Wikibench: Community-Driven Data Curation for AI Evaluation on Wikipedia
Tzu-Sheng Kuo,Aaron Halfaker,Zirui Cheng,Jiwoo Kim,Meng-Hsin Wu,Tongshuang Wu,Kenneth Holstein,Haiyi Zhu
DOI: https://doi.org/10.1145/3613904.3642278
2024-02-22
Abstract:AI tools are increasingly deployed in community contexts. However, datasets
used to evaluate AI are typically created by developers and annotators outside
a given community, which can yield misleading conclusions about AI performance.

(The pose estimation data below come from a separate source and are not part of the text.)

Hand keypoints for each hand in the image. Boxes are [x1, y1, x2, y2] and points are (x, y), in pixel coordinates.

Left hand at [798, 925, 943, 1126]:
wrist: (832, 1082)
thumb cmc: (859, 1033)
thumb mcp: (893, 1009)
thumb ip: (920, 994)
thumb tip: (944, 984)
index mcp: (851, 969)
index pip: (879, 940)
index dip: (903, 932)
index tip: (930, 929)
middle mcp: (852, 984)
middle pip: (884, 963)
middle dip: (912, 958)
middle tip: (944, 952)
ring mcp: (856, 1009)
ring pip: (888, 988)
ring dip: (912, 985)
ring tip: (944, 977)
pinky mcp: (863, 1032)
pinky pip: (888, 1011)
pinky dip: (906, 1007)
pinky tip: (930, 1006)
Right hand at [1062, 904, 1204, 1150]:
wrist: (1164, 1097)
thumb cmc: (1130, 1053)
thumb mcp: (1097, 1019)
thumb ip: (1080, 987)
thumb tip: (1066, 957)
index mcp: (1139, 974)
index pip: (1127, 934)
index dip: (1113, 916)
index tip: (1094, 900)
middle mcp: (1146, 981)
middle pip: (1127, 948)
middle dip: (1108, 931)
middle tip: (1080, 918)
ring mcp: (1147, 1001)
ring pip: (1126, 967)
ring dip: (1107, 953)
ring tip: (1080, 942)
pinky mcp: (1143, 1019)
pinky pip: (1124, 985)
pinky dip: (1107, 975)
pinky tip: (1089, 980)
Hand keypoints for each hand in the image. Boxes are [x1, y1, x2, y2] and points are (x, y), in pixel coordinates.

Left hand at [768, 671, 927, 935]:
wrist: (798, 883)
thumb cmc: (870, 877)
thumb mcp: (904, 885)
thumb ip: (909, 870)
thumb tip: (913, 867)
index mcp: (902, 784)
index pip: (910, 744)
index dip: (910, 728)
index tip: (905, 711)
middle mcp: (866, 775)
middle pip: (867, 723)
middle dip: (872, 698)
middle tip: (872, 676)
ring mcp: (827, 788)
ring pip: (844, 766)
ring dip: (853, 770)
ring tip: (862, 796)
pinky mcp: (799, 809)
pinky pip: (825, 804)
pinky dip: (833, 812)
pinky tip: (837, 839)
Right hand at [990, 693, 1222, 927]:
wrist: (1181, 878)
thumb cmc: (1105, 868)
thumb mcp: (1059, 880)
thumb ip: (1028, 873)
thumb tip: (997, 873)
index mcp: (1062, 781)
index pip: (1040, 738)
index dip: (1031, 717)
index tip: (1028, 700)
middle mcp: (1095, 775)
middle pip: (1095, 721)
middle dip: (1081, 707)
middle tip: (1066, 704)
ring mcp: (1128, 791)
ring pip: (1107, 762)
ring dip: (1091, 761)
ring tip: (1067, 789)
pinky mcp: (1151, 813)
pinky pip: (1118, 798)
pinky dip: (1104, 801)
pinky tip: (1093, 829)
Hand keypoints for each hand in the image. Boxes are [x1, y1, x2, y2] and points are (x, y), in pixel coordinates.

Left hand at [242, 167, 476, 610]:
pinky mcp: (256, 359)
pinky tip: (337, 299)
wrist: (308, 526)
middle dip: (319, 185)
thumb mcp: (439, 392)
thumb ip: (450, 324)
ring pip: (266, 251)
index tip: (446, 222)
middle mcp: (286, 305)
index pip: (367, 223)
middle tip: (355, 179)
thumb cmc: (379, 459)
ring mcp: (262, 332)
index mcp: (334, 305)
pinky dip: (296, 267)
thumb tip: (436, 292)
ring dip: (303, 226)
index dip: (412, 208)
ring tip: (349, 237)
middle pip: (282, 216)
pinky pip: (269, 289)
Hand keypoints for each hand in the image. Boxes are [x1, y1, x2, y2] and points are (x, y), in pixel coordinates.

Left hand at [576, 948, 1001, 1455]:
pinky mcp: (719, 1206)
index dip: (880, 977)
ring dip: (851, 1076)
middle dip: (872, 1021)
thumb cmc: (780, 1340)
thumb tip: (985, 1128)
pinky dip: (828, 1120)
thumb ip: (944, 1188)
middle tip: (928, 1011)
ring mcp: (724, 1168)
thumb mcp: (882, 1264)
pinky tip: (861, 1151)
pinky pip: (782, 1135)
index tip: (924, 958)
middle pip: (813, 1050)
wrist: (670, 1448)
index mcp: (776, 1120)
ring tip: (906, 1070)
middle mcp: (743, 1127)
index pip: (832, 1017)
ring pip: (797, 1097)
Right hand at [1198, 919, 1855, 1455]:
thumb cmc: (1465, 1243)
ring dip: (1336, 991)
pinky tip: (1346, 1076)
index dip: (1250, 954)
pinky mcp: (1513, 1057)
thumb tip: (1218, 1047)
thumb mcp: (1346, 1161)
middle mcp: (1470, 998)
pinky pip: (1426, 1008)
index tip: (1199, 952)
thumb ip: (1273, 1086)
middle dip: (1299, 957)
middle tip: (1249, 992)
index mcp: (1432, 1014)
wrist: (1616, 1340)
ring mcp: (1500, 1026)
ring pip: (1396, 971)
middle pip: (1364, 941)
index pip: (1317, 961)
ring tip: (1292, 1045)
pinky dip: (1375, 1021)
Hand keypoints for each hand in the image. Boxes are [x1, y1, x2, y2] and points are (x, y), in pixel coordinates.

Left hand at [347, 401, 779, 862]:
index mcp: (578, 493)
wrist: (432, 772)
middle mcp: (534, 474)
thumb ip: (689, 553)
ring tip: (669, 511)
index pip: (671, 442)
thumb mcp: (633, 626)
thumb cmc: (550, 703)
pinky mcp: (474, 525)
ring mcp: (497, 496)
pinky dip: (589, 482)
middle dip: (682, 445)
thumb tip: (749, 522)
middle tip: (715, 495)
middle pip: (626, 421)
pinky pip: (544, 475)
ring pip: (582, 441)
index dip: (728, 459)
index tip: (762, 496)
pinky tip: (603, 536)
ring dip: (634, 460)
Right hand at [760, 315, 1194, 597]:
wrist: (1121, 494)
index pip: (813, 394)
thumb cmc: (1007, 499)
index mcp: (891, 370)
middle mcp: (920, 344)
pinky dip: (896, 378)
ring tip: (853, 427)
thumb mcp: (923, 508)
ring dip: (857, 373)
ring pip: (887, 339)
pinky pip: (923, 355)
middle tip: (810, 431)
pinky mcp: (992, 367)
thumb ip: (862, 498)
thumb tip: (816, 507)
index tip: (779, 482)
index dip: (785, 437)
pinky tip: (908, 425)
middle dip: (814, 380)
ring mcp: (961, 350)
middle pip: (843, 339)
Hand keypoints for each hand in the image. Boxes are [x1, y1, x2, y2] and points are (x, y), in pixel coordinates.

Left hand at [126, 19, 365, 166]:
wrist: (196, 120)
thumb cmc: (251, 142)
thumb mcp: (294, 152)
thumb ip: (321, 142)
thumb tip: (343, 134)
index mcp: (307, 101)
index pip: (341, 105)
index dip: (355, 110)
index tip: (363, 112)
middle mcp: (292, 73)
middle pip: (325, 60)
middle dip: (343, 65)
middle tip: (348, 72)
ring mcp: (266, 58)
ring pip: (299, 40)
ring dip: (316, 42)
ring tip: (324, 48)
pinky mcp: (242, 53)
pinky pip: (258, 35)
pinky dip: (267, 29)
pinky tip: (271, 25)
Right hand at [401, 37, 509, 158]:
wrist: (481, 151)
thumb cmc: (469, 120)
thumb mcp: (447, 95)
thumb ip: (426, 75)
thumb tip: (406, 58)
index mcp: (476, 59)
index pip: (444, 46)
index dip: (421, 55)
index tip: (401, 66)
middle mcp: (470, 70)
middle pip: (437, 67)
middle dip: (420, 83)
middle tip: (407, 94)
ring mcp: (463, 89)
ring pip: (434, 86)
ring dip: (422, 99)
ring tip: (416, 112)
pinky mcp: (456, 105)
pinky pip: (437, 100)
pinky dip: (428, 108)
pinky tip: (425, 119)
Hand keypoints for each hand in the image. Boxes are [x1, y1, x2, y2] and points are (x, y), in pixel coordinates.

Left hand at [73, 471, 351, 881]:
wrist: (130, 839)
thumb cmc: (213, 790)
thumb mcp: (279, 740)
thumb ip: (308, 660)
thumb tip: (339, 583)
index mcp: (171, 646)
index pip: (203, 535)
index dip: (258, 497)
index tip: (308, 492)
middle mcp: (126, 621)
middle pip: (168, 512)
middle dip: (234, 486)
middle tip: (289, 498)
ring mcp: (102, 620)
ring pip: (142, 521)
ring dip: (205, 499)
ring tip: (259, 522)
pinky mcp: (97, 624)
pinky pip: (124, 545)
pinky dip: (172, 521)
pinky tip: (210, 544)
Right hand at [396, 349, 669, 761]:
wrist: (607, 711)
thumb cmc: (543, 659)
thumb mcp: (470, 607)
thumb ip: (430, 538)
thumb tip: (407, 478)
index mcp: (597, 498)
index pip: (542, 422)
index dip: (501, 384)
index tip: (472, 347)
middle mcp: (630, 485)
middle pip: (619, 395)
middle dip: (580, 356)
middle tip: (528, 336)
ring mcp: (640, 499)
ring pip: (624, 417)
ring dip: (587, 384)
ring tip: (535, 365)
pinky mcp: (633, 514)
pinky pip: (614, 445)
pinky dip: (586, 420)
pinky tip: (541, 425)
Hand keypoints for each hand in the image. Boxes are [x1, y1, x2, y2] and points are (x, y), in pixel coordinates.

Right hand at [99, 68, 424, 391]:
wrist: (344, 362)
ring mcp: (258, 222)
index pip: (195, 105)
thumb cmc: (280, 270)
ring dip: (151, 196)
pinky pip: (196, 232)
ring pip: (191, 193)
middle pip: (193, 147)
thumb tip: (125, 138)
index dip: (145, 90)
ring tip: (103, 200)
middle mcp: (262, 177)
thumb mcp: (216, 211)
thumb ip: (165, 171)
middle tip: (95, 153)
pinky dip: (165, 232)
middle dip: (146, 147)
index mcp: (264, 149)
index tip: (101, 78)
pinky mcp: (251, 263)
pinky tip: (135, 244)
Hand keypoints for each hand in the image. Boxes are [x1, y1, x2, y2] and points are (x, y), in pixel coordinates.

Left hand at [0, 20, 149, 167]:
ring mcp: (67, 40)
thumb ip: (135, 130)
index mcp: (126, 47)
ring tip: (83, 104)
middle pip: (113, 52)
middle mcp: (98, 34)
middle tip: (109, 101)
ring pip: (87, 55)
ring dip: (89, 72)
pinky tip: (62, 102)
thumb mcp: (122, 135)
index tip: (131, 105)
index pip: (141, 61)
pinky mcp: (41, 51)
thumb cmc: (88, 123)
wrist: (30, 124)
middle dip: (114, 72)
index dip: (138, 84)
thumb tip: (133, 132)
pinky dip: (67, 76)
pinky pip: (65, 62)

How might we empower communities to drive the intentional design and curation
of evaluation datasets for AI that impacts them? We investigate this question
on Wikipedia, an online community with multiple AI-based content moderation
tools deployed. We introduce Wikibench, a system that enables communities to
collaboratively curate AI evaluation datasets, while navigating ambiguities and
differences in perspective through discussion. A field study on Wikipedia shows
that datasets curated using Wikibench can effectively capture community
consensus, disagreement, and uncertainty. Furthermore, study participants used
Wikibench to shape the overall data curation process, including refining label
definitions, determining data inclusion criteria, and authoring data
statements. Based on our findings, we propose future directions for systems
that support community-driven data curation.
Artificial Intelligence,Human-Computer Interaction